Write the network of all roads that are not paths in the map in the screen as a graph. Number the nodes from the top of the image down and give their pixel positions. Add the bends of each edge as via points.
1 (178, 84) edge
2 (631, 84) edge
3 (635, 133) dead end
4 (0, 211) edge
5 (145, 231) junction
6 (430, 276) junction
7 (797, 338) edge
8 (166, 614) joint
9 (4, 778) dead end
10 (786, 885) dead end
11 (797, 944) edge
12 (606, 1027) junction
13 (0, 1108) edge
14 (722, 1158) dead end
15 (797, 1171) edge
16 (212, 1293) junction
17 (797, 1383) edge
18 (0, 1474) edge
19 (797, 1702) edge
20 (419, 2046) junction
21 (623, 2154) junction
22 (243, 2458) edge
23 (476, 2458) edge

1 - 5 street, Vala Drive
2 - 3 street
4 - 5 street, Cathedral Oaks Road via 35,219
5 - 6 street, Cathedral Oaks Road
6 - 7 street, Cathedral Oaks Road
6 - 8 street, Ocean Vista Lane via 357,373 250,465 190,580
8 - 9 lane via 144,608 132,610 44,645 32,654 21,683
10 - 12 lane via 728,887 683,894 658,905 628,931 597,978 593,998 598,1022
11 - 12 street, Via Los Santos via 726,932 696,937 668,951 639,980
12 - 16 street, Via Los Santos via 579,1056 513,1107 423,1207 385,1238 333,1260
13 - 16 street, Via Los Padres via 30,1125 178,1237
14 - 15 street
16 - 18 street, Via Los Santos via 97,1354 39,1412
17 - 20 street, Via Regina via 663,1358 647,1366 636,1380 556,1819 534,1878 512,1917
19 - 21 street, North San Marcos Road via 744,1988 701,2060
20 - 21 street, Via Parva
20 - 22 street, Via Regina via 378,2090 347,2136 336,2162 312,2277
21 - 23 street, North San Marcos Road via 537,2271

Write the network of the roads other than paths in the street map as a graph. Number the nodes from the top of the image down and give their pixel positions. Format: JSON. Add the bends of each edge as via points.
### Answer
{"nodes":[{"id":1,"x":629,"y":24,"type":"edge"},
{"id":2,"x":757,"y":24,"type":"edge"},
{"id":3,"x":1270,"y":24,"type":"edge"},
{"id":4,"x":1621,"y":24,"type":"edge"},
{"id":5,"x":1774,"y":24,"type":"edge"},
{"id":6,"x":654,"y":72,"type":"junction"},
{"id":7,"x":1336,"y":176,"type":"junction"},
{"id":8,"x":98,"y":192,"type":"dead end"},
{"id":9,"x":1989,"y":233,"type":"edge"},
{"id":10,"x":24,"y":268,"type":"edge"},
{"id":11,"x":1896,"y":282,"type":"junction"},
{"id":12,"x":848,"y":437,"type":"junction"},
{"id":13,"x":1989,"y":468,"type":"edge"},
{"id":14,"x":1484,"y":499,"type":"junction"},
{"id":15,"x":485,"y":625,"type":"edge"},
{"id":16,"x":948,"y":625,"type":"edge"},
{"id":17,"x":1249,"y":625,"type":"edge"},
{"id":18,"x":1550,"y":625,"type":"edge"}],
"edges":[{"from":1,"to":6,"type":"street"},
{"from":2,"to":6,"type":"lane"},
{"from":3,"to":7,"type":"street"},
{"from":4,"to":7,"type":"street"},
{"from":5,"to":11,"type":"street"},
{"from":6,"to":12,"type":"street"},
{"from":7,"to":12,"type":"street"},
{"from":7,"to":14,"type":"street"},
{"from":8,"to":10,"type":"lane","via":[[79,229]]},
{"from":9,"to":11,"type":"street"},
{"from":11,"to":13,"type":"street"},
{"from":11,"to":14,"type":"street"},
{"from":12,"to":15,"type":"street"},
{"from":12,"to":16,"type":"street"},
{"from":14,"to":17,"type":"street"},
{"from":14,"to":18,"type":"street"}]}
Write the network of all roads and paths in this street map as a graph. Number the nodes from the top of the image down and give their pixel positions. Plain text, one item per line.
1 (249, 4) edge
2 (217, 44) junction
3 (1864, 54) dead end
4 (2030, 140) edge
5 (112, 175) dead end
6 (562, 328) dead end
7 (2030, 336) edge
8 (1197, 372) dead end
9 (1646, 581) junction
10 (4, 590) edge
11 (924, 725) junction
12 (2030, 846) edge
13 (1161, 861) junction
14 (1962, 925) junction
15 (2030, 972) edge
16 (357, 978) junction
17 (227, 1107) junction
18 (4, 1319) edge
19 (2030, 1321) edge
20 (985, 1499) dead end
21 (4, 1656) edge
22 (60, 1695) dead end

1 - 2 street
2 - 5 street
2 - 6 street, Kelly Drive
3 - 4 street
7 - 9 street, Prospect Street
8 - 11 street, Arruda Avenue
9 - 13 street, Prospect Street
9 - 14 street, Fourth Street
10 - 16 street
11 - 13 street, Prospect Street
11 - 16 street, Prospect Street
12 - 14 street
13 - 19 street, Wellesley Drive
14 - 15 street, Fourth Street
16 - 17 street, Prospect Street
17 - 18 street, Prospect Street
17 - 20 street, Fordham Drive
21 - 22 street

____________________

Assigned task ▸ Would you reproduce every record above exactly as it appears?

Response area ▸
Write the network of all roads that are not paths in the map in the screen as a graph. Number the nodes from the top of the image down and give their pixel positions. Add the bends of each edge as via points.
1 (178, 84) edge
2 (631, 84) edge
3 (635, 133) dead end
4 (0, 211) edge
5 (145, 231) junction
6 (430, 276) junction
7 (797, 338) edge
8 (166, 614) joint
9 (4, 778) dead end
10 (786, 885) dead end
11 (797, 944) edge
12 (606, 1027) junction
13 (0, 1108) edge
14 (722, 1158) dead end
15 (797, 1171) edge
16 (212, 1293) junction
17 (797, 1383) edge
18 (0, 1474) edge
19 (797, 1702) edge
20 (419, 2046) junction
21 (623, 2154) junction
22 (243, 2458) edge
23 (476, 2458) edge

1 - 5 street, Vala Drive
2 - 3 street
4 - 5 street, Cathedral Oaks Road via 35,219
5 - 6 street, Cathedral Oaks Road
6 - 7 street, Cathedral Oaks Road
6 - 8 street, Ocean Vista Lane via 357,373 250,465 190,580
8 - 9 lane via 144,608 132,610 44,645 32,654 21,683
10 - 12 lane via 728,887 683,894 658,905 628,931 597,978 593,998 598,1022
11 - 12 street, Via Los Santos via 726,932 696,937 668,951 639,980
12 - 16 street, Via Los Santos via 579,1056 513,1107 423,1207 385,1238 333,1260
13 - 16 street, Via Los Padres via 30,1125 178,1237
14 - 15 street
16 - 18 street, Via Los Santos via 97,1354 39,1412
17 - 20 street, Via Regina via 663,1358 647,1366 636,1380 556,1819 534,1878 512,1917
19 - 21 street, North San Marcos Road via 744,1988 701,2060
20 - 21 street, Via Parva
20 - 22 street, Via Regina via 378,2090 347,2136 336,2162 312,2277
21 - 23 street, North San Marcos Road via 537,2271

Write the network of the roads other than paths in the street map as a graph. Number the nodes from the top of the image down and give their pixel positions. Format: JSON. Add the bends of each edge as via points.
### Answer
{"nodes":[{"id":1,"x":629,"y":24,"type":"edge"},
{"id":2,"x":757,"y":24,"type":"edge"},
{"id":3,"x":1270,"y":24,"type":"edge"},
{"id":4,"x":1621,"y":24,"type":"edge"},
{"id":5,"x":1774,"y":24,"type":"edge"},
{"id":6,"x":654,"y":72,"type":"junction"},
{"id":7,"x":1336,"y":176,"type":"junction"},
{"id":8,"x":98,"y":192,"type":"dead end"},
{"id":9,"x":1989,"y":233,"type":"edge"},
{"id":10,"x":24,"y":268,"type":"edge"},
{"id":11,"x":1896,"y":282,"type":"junction"},
{"id":12,"x":848,"y":437,"type":"junction"},
{"id":13,"x":1989,"y":468,"type":"edge"},
{"id":14,"x":1484,"y":499,"type":"junction"},
{"id":15,"x":485,"y":625,"type":"edge"},
{"id":16,"x":948,"y":625,"type":"edge"},
{"id":17,"x":1249,"y":625,"type":"edge"},
{"id":18,"x":1550,"y":625,"type":"edge"}],
"edges":[{"from":1,"to":6,"type":"street"},
{"from":2,"to":6,"type":"lane"},
{"from":3,"to":7,"type":"street"},
{"from":4,"to":7,"type":"street"},
{"from":5,"to":11,"type":"street"},
{"from":6,"to":12,"type":"street"},
{"from":7,"to":12,"type":"street"},
{"from":7,"to":14,"type":"street"},
{"from":8,"to":10,"type":"lane","via":[[79,229]]},
{"from":9,"to":11,"type":"street"},
{"from":11,"to":13,"type":"street"},
{"from":11,"to":14,"type":"street"},
{"from":12,"to":15,"type":"street"},
{"from":12,"to":16,"type":"street"},
{"from":14,"to":17,"type":"street"},
{"from":14,"to":18,"type":"street"}]}
Write the network of all roads and paths in this street map as a graph. Number the nodes from the top of the image down and give their pixel positions. Plain text, one item per line.
1 (249, 4) edge
2 (217, 44) junction
3 (1864, 54) dead end
4 (2030, 140) edge
5 (112, 175) dead end
6 (562, 328) dead end
7 (2030, 336) edge
8 (1197, 372) dead end
9 (1646, 581) junction
10 (4, 590) edge
11 (924, 725) junction
12 (2030, 846) edge
13 (1161, 861) junction
14 (1962, 925) junction
15 (2030, 972) edge
16 (357, 978) junction
17 (227, 1107) junction
18 (4, 1319) edge
19 (2030, 1321) edge
20 (985, 1499) dead end
21 (4, 1656) edge
22 (60, 1695) dead end

1 - 2 street
2 - 5 street
2 - 6 street, Kelly Drive
3 - 4 street
7 - 9 street, Prospect Street
8 - 11 street, Arruda Avenue
9 - 13 street, Prospect Street
9 - 14 street, Fourth Street
10 - 16 street
11 - 13 street, Prospect Street
11 - 16 street, Prospect Street
12 - 14 street
13 - 19 street, Wellesley Drive
14 - 15 street, Fourth Street
16 - 17 street, Prospect Street
17 - 18 street, Prospect Street
17 - 20 street, Fordham Drive
21 - 22 street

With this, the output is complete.